Records for the exercise:
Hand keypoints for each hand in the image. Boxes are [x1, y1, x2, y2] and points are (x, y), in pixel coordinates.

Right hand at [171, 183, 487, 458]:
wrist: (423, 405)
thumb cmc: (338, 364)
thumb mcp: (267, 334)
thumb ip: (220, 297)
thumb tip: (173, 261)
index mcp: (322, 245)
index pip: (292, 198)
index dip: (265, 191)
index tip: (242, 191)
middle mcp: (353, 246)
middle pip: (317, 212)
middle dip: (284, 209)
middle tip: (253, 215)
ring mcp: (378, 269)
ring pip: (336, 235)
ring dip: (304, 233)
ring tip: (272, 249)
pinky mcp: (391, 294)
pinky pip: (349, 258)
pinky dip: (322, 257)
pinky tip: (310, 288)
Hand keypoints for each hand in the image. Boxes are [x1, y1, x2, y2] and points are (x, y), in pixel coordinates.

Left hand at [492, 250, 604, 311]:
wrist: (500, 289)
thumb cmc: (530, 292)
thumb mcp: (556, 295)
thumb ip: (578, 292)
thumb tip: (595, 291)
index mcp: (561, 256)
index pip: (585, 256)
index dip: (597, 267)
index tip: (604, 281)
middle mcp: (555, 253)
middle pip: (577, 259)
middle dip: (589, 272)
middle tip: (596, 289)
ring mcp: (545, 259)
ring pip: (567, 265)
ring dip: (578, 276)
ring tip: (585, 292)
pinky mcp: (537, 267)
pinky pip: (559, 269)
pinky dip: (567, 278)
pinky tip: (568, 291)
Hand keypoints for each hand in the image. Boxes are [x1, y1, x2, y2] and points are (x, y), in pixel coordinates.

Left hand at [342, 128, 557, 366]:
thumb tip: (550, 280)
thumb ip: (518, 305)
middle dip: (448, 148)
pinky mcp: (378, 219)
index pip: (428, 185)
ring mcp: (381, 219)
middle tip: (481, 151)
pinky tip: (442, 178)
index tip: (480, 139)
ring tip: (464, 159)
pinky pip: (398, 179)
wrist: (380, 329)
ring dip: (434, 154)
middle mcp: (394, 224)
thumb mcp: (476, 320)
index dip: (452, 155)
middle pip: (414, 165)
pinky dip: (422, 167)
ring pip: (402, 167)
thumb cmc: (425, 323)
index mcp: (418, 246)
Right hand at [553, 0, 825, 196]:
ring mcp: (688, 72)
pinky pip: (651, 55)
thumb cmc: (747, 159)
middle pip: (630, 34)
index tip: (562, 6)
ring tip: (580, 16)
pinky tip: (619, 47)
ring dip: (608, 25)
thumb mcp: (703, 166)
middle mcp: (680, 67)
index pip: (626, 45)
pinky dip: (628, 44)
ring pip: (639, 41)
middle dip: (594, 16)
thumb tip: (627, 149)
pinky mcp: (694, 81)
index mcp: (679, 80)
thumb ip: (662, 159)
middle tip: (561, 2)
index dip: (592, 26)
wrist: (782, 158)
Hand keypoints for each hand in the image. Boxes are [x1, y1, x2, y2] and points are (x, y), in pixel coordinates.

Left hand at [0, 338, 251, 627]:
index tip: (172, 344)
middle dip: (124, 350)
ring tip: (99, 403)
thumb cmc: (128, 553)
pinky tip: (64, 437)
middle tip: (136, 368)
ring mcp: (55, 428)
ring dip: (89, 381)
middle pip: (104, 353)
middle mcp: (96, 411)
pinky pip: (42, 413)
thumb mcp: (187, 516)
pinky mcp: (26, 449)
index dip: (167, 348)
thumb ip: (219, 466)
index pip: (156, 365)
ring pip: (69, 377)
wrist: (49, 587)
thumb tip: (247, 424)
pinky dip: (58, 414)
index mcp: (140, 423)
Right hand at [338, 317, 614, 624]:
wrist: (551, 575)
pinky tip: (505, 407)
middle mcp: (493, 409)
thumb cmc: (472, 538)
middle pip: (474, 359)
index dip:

* * *

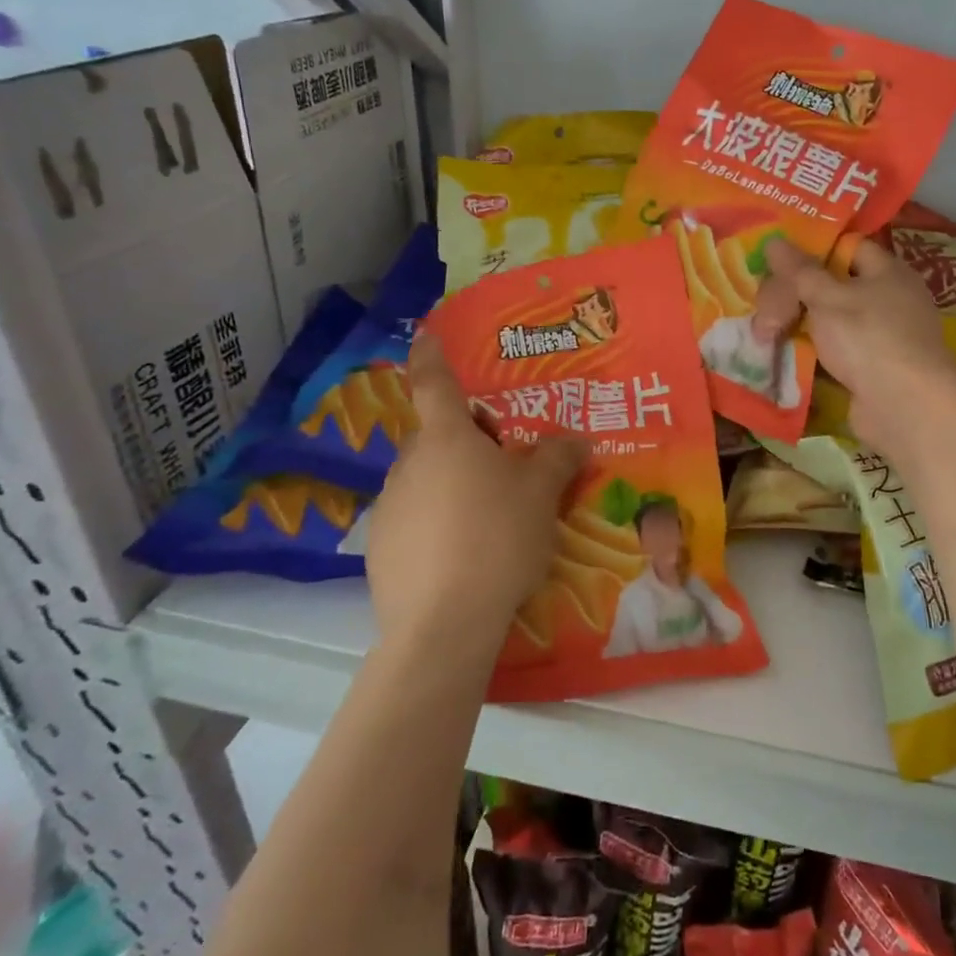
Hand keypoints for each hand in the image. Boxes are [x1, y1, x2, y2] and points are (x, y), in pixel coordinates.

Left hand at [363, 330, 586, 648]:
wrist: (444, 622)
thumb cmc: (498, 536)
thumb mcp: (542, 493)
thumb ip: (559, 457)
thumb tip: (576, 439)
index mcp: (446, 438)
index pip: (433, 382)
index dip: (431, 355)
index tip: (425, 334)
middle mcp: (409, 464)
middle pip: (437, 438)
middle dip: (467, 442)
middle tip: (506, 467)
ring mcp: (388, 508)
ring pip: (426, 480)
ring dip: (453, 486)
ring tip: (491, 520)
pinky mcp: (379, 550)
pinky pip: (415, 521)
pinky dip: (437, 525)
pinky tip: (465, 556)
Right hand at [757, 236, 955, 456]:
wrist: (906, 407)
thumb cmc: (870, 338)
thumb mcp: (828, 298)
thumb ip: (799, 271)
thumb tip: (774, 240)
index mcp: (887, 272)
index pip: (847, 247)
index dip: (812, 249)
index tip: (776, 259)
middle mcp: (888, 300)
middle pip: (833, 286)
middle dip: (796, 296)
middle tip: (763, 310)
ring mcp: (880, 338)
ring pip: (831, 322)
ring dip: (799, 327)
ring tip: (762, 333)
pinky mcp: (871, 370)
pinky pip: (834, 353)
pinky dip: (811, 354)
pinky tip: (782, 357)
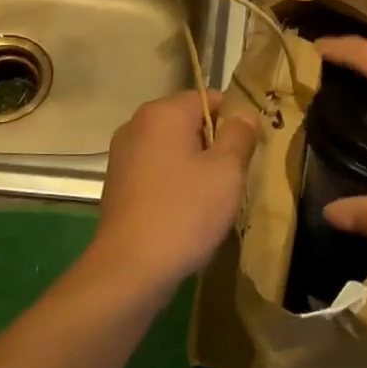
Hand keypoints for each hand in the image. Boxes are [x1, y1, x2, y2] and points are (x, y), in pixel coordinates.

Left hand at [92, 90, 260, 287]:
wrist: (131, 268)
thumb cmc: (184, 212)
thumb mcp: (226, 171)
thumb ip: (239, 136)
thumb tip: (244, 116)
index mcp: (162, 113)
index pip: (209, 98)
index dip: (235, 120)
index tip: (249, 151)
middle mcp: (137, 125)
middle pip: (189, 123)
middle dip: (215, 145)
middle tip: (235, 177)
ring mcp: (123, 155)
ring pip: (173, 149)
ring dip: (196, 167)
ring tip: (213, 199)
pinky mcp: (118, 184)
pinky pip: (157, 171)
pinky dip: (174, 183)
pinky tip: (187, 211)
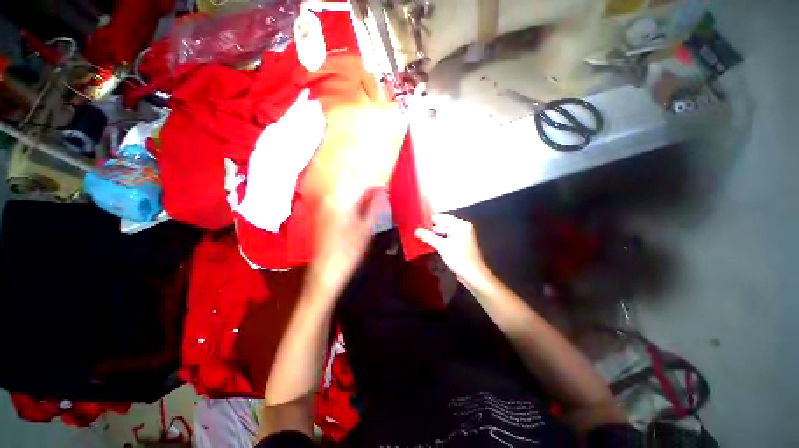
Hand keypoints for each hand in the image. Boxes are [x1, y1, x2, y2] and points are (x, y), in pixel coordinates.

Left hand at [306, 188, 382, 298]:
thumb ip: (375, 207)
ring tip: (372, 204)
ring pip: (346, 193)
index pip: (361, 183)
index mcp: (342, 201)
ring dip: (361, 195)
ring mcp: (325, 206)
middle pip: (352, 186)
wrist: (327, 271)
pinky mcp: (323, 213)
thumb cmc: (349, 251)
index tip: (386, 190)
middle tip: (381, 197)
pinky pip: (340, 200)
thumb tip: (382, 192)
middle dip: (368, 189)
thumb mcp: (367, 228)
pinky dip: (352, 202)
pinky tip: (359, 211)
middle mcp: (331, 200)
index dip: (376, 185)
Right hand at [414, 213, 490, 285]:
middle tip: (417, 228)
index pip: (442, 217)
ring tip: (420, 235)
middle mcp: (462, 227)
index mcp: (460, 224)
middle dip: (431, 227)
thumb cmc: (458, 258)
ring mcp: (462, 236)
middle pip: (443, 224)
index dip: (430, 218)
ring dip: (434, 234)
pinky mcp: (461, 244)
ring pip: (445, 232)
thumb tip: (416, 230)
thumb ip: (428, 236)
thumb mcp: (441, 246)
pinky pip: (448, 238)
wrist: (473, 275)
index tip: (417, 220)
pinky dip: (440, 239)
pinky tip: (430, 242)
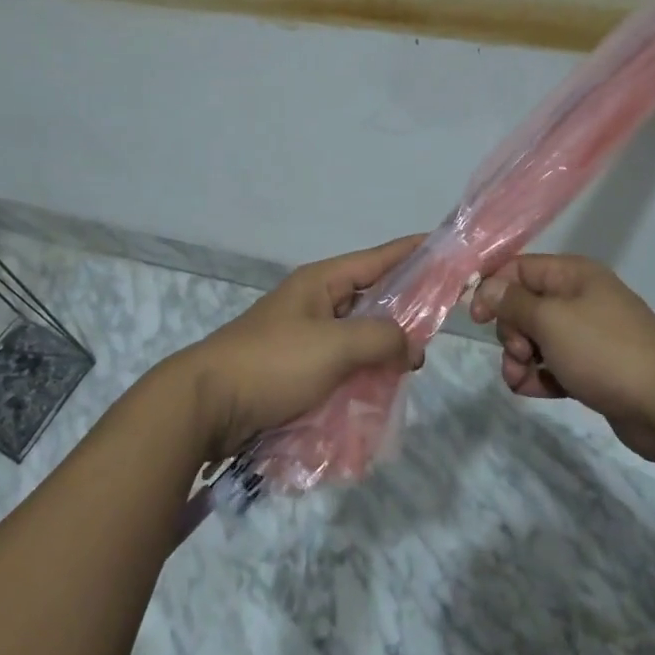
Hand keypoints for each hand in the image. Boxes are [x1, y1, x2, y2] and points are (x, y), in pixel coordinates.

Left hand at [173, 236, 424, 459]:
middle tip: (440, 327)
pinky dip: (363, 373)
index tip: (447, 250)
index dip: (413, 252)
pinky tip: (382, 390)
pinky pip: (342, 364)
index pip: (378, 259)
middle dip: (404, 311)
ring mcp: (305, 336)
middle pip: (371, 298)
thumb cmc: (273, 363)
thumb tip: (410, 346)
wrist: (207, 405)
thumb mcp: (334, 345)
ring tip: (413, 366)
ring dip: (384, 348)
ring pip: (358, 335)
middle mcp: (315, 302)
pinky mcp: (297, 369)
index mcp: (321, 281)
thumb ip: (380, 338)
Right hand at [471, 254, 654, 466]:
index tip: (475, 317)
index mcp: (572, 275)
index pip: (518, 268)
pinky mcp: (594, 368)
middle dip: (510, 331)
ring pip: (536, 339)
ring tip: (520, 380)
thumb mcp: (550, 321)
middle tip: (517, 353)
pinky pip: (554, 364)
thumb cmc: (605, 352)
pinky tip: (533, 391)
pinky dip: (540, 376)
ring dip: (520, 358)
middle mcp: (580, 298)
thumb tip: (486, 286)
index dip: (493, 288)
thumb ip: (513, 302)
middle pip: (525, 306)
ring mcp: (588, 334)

What to do:
Above are the lines; repeat exactly the ones from the line containing "middle tip: (561, 2)" down to the line containing "wrist: (49, 587)", both inclusive.

Response to this exercise:
middle tip: (561, 2)
index dip: (592, 26)
wrist: (782, 158)
Hand keypoints for each hand in the image. Boxes are [x1, y1, x2, y2] and points are (x, y), in pixel coordinates.

Left hand at [0, 338, 251, 627]:
index tip: (172, 344)
middle dip: (124, 350)
ring tip: (99, 403)
thumb cmc: (128, 553)
pinky tip: (64, 437)
middle tip: (136, 368)
ring mcp: (55, 428)
ring dip: (89, 381)
middle pip: (104, 353)
middle mcp: (96, 411)
pinky pip: (42, 413)
thumb mcp: (187, 516)
pinky mcp: (26, 449)
index dip: (167, 348)
thumb ip: (219, 466)
index pip: (156, 365)
ring pip: (69, 377)
wrist: (49, 587)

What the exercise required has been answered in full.